YOUR ASSIGNMENT -
For this task, copy the data that follows exactly, keeping every character.

Source data
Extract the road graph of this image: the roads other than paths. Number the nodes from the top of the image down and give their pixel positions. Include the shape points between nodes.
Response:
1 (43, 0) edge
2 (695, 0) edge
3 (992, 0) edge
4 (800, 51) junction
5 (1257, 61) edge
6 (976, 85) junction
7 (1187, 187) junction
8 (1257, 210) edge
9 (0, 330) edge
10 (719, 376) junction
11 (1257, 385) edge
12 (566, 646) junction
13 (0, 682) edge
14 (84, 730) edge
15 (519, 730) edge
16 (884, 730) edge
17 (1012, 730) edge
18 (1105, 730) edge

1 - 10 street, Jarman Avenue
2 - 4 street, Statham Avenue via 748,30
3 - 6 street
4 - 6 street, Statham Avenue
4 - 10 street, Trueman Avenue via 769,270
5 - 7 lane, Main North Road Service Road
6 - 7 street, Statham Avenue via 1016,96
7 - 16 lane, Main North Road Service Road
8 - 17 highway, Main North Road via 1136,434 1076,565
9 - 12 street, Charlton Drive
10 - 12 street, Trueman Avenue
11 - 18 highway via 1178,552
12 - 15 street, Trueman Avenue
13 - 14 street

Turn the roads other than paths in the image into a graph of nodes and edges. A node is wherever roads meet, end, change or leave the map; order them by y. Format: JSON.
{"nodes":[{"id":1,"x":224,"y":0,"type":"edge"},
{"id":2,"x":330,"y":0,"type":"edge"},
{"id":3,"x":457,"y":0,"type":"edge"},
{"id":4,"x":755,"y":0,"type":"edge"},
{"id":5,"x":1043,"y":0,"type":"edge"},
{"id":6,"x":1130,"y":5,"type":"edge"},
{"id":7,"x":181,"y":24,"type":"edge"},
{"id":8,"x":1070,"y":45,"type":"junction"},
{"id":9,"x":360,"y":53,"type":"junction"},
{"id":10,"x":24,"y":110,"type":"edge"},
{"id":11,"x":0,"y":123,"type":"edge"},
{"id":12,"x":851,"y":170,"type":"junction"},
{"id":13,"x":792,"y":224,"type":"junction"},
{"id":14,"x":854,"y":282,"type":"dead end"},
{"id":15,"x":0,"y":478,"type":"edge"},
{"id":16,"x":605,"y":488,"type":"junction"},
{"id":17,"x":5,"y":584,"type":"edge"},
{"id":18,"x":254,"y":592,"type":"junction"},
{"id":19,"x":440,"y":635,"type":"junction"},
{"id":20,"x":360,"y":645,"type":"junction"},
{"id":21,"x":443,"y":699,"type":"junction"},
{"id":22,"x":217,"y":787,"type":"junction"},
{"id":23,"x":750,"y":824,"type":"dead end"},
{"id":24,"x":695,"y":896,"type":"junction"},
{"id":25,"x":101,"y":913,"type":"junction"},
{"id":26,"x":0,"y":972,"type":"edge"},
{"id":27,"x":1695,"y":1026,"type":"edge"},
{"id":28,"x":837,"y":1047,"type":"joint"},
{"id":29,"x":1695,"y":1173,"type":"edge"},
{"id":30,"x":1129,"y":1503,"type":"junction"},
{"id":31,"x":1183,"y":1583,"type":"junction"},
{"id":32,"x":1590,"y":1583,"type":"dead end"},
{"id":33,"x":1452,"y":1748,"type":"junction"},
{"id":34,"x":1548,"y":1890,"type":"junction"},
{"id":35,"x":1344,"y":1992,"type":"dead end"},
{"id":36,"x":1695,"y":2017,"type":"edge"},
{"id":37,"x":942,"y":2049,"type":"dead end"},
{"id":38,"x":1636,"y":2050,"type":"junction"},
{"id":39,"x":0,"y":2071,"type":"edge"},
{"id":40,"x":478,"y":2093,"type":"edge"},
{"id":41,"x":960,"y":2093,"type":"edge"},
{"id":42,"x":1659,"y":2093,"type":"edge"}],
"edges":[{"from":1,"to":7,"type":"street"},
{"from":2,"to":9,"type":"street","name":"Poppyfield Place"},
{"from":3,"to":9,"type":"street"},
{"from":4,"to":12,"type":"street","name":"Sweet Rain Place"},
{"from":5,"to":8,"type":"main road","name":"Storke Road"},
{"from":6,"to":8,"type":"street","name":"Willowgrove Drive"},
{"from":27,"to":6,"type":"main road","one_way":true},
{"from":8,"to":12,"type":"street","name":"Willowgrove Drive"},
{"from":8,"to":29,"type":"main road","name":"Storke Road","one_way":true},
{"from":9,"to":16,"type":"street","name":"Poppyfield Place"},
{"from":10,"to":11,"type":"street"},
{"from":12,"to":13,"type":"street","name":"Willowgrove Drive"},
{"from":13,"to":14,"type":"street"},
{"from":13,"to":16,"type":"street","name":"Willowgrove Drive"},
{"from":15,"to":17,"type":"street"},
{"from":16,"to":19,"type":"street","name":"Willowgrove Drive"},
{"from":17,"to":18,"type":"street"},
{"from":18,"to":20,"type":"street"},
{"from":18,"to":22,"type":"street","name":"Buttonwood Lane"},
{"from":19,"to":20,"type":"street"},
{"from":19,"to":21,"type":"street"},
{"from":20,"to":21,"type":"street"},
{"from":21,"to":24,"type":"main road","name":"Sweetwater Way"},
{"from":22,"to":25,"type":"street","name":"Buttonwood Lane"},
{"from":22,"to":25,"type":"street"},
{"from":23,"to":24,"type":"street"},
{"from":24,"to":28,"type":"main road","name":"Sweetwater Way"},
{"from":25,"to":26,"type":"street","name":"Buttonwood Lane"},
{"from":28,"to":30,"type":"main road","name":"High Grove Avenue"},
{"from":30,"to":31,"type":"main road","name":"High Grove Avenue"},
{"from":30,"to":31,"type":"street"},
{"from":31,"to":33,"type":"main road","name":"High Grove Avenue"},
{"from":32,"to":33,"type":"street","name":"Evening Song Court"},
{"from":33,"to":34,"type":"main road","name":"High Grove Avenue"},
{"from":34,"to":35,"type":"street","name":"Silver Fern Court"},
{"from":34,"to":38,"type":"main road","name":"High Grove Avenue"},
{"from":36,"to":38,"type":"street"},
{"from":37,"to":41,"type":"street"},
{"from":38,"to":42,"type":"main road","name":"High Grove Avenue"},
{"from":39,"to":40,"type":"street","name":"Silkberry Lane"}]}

TASK RESPONSE -
Extract the road graph of this image: the roads other than paths. Number the nodes from the top of the image down and give their pixel positions. Include the shape points between nodes.
Response:
1 (43, 0) edge
2 (695, 0) edge
3 (992, 0) edge
4 (800, 51) junction
5 (1257, 61) edge
6 (976, 85) junction
7 (1187, 187) junction
8 (1257, 210) edge
9 (0, 330) edge
10 (719, 376) junction
11 (1257, 385) edge
12 (566, 646) junction
13 (0, 682) edge
14 (84, 730) edge
15 (519, 730) edge
16 (884, 730) edge
17 (1012, 730) edge
18 (1105, 730) edge

1 - 10 street, Jarman Avenue
2 - 4 street, Statham Avenue via 748,30
3 - 6 street
4 - 6 street, Statham Avenue
4 - 10 street, Trueman Avenue via 769,270
5 - 7 lane, Main North Road Service Road
6 - 7 street, Statham Avenue via 1016,96
7 - 16 lane, Main North Road Service Road
8 - 17 highway, Main North Road via 1136,434 1076,565
9 - 12 street, Charlton Drive
10 - 12 street, Trueman Avenue
11 - 18 highway via 1178,552
12 - 15 street, Trueman Avenue
13 - 14 street

Turn the roads other than paths in the image into a graph of nodes and edges. A node is wherever roads meet, end, change or leave the map; order them by y. Format: JSON.
{"nodes":[{"id":1,"x":224,"y":0,"type":"edge"},
{"id":2,"x":330,"y":0,"type":"edge"},
{"id":3,"x":457,"y":0,"type":"edge"},
{"id":4,"x":755,"y":0,"type":"edge"},
{"id":5,"x":1043,"y":0,"type":"edge"},
{"id":6,"x":1130,"y":5,"type":"edge"},
{"id":7,"x":181,"y":24,"type":"edge"},
{"id":8,"x":1070,"y":45,"type":"junction"},
{"id":9,"x":360,"y":53,"type":"junction"},
{"id":10,"x":24,"y":110,"type":"edge"},
{"id":11,"x":0,"y":123,"type":"edge"},
{"id":12,"x":851,"y":170,"type":"junction"},
{"id":13,"x":792,"y":224,"type":"junction"},
{"id":14,"x":854,"y":282,"type":"dead end"},
{"id":15,"x":0,"y":478,"type":"edge"},
{"id":16,"x":605,"y":488,"type":"junction"},
{"id":17,"x":5,"y":584,"type":"edge"},
{"id":18,"x":254,"y":592,"type":"junction"},
{"id":19,"x":440,"y":635,"type":"junction"},
{"id":20,"x":360,"y":645,"type":"junction"},
{"id":21,"x":443,"y":699,"type":"junction"},
{"id":22,"x":217,"y":787,"type":"junction"},
{"id":23,"x":750,"y":824,"type":"dead end"},
{"id":24,"x":695,"y":896,"type":"junction"},
{"id":25,"x":101,"y":913,"type":"junction"},
{"id":26,"x":0,"y":972,"type":"edge"},
{"id":27,"x":1695,"y":1026,"type":"edge"},
{"id":28,"x":837,"y":1047,"type":"joint"},
{"id":29,"x":1695,"y":1173,"type":"edge"},
{"id":30,"x":1129,"y":1503,"type":"junction"},
{"id":31,"x":1183,"y":1583,"type":"junction"},
{"id":32,"x":1590,"y":1583,"type":"dead end"},
{"id":33,"x":1452,"y":1748,"type":"junction"},
{"id":34,"x":1548,"y":1890,"type":"junction"},
{"id":35,"x":1344,"y":1992,"type":"dead end"},
{"id":36,"x":1695,"y":2017,"type":"edge"},
{"id":37,"x":942,"y":2049,"type":"dead end"},
{"id":38,"x":1636,"y":2050,"type":"junction"},
{"id":39,"x":0,"y":2071,"type":"edge"},
{"id":40,"x":478,"y":2093,"type":"edge"},
{"id":41,"x":960,"y":2093,"type":"edge"},
{"id":42,"x":1659,"y":2093,"type":"edge"}],
"edges":[{"from":1,"to":7,"type":"street"},
{"from":2,"to":9,"type":"street","name":"Poppyfield Place"},
{"from":3,"to":9,"type":"street"},
{"from":4,"to":12,"type":"street","name":"Sweet Rain Place"},
{"from":5,"to":8,"type":"main road","name":"Storke Road"},
{"from":6,"to":8,"type":"street","name":"Willowgrove Drive"},
{"from":27,"to":6,"type":"main road","one_way":true},
{"from":8,"to":12,"type":"street","name":"Willowgrove Drive"},
{"from":8,"to":29,"type":"main road","name":"Storke Road","one_way":true},
{"from":9,"to":16,"type":"street","name":"Poppyfield Place"},
{"from":10,"to":11,"type":"street"},
{"from":12,"to":13,"type":"street","name":"Willowgrove Drive"},
{"from":13,"to":14,"type":"street"},
{"from":13,"to":16,"type":"street","name":"Willowgrove Drive"},
{"from":15,"to":17,"type":"street"},
{"from":16,"to":19,"type":"street","name":"Willowgrove Drive"},
{"from":17,"to":18,"type":"street"},
{"from":18,"to":20,"type":"street"},
{"from":18,"to":22,"type":"street","name":"Buttonwood Lane"},
{"from":19,"to":20,"type":"street"},
{"from":19,"to":21,"type":"street"},
{"from":20,"to":21,"type":"street"},
{"from":21,"to":24,"type":"main road","name":"Sweetwater Way"},
{"from":22,"to":25,"type":"street","name":"Buttonwood Lane"},
{"from":22,"to":25,"type":"street"},
{"from":23,"to":24,"type":"street"},
{"from":24,"to":28,"type":"main road","name":"Sweetwater Way"},
{"from":25,"to":26,"type":"street","name":"Buttonwood Lane"},
{"from":28,"to":30,"type":"main road","name":"High Grove Avenue"},
{"from":30,"to":31,"type":"main road","name":"High Grove Avenue"},
{"from":30,"to":31,"type":"street"},
{"from":31,"to":33,"type":"main road","name":"High Grove Avenue"},
{"from":32,"to":33,"type":"street","name":"Evening Song Court"},
{"from":33,"to":34,"type":"main road","name":"High Grove Avenue"},
{"from":34,"to":35,"type":"street","name":"Silver Fern Court"},
{"from":34,"to":38,"type":"main road","name":"High Grove Avenue"},
{"from":36,"to":38,"type":"street"},
{"from":37,"to":41,"type":"street"},
{"from":38,"to":42,"type":"main road","name":"High Grove Avenue"},
{"from":39,"to":40,"type":"street","name":"Silkberry Lane"}]}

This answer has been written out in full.